An influx of Chechen, Turkish, Uzbek and Arab fighters have helped increase the Taliban’s military precision, including an ambush by 100 fighters last week that killed 10 French soldiers, and a rush on a U.S. outpost last month by 200 militants that killed nine Americans.

Multidirection attacks, flawlessly executed ambushes and increasingly powerful roadside and suicide bombs mean the U.S. and 40-nation NATO-led force will in all likelihood suffer its deadliest year in Afghanistan since the 2001 invasion.

French President Nicolas Sarkozy, who rushed to Afghanistan after the French attack, warned Thursday that “terrorism is winning.”

“Military sanctuaries are expanding in the (Pakistani) tribal areas,” Gen. David McKiernan, the American four-star general in charge of the 50,000-strong NATO-led force here, told The Associated Press last week.
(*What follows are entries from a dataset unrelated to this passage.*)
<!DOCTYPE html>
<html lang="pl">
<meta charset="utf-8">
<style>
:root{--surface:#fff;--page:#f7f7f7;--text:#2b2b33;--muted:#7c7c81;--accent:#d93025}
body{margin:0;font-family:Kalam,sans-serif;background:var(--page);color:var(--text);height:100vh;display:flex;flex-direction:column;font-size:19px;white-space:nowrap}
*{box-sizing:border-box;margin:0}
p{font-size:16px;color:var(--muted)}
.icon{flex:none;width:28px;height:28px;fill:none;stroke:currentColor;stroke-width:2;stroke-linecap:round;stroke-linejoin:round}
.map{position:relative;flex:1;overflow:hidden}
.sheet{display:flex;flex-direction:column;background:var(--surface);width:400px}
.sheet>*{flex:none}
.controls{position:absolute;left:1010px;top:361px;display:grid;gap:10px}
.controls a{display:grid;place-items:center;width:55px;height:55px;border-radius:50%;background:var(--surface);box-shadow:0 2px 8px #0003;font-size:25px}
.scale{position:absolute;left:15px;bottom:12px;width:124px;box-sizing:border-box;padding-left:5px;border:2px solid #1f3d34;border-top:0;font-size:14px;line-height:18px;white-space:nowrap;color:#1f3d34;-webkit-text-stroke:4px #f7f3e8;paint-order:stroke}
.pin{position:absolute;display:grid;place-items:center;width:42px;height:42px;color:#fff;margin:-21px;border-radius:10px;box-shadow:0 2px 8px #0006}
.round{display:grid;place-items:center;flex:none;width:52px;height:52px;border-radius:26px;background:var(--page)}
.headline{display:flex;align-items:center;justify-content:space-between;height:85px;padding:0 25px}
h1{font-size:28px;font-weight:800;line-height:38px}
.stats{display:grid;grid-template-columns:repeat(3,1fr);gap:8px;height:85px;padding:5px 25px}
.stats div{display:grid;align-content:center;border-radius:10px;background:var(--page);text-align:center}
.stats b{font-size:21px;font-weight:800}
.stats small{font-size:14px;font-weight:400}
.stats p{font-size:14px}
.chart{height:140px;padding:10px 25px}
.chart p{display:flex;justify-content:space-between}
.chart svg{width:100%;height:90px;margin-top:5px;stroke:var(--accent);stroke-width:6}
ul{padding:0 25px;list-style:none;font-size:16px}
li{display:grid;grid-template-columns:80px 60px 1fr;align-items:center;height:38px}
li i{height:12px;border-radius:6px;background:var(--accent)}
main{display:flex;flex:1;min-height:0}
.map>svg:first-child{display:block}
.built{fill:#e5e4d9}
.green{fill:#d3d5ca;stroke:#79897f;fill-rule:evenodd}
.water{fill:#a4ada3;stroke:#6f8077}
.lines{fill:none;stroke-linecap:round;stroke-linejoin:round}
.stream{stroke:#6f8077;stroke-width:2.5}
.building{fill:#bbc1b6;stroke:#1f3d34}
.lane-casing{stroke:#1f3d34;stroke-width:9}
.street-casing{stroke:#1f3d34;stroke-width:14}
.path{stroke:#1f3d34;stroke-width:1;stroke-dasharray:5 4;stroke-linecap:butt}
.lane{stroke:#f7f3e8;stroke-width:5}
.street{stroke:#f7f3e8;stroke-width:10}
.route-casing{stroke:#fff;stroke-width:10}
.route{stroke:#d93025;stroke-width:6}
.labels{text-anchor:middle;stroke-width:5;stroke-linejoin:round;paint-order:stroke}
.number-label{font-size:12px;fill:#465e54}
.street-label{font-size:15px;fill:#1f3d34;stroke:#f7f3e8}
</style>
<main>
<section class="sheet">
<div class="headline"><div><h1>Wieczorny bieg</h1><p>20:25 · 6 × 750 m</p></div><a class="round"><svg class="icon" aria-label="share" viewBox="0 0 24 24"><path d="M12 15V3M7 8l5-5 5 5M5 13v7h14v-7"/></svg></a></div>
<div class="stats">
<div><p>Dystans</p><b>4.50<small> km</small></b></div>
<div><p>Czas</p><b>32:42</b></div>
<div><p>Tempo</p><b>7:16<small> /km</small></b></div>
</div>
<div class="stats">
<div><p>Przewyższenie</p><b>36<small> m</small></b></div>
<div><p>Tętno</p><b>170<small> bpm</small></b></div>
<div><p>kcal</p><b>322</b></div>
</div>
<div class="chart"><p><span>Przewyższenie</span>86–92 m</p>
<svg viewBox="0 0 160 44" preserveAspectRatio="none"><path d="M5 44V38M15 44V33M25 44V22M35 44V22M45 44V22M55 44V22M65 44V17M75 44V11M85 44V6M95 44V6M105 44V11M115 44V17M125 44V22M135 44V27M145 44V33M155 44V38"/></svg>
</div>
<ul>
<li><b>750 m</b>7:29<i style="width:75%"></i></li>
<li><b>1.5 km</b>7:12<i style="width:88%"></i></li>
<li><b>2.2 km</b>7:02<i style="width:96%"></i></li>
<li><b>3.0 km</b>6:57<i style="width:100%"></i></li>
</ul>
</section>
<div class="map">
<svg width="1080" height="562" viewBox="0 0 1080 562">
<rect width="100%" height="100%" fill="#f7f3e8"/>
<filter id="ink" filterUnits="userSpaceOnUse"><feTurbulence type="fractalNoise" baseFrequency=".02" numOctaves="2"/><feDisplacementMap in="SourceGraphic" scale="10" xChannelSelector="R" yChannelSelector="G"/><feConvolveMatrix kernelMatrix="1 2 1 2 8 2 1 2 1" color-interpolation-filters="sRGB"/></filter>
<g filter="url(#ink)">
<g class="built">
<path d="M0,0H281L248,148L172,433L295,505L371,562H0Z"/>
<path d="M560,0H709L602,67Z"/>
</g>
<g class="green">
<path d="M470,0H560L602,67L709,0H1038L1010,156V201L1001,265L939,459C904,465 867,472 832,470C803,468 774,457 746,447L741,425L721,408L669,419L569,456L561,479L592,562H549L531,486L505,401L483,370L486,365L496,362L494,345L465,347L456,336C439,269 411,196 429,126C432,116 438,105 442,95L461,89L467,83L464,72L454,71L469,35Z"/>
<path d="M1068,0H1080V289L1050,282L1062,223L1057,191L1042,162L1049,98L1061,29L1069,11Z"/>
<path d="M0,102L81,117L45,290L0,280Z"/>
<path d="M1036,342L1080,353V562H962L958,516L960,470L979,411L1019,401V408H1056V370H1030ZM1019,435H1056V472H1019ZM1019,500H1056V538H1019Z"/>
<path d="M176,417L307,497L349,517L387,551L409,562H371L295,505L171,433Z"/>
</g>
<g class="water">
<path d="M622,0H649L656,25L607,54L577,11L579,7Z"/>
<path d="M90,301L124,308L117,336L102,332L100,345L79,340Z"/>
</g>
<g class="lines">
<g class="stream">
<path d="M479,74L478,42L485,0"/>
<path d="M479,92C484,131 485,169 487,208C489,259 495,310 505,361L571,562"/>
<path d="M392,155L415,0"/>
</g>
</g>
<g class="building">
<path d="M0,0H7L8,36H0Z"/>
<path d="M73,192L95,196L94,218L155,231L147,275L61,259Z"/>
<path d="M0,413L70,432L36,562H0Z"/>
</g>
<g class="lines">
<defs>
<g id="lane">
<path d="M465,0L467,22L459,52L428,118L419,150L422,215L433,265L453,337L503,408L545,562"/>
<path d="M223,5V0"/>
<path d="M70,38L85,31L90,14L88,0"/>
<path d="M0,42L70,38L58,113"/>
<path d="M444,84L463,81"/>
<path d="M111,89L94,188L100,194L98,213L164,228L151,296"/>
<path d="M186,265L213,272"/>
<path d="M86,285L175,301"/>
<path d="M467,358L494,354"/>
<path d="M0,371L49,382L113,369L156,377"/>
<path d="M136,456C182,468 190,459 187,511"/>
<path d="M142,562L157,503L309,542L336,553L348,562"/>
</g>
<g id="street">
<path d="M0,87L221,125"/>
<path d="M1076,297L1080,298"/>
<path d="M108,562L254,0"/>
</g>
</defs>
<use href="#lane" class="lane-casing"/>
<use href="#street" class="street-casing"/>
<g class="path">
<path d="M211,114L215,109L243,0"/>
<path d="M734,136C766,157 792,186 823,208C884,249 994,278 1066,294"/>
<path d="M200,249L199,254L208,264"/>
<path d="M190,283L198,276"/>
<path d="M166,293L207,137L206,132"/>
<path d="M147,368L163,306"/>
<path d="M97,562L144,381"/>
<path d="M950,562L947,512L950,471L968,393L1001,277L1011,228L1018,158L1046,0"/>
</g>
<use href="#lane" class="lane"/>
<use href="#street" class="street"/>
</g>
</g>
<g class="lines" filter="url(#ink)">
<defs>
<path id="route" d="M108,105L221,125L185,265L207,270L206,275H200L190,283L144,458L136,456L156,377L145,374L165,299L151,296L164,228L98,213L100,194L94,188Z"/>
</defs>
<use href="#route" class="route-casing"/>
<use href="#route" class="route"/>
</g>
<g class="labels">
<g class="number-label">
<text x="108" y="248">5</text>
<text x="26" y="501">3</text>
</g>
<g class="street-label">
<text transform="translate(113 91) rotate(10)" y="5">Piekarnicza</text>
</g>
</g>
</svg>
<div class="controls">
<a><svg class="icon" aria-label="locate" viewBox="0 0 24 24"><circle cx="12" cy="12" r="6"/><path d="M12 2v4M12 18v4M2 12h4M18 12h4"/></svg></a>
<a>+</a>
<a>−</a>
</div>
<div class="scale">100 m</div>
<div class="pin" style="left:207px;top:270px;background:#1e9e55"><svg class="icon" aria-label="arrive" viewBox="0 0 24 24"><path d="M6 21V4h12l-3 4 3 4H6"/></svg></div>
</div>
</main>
McKiernan has called for another three brigades of U.S. forces – roughly 10,000 troops – to bolster the 33,000 strong U.S. force here.

Complicating relations between the Afghan government and the U.S., last week a joint Afghan-U.S. military operation in Herat province killed about 90 civilians, President Hamid Karzai’s office says. The U.S. said it was investigating.

About 188 international soldiers have died in Afghan-istan this year, including the 101 Americans, according to an Associated Press count. This year’s toll is easily on track to surpass the record 222 international troop deaths in 2007.

According to Defense Department statistics released Sunday, at least 508 members of the U.S. military have died in Afghanistan, Pakistan and Uzbekistan as a result of the U.S. invasion of Afghanistan in late 2001. Of those, the military reports 362 were killed by hostile action.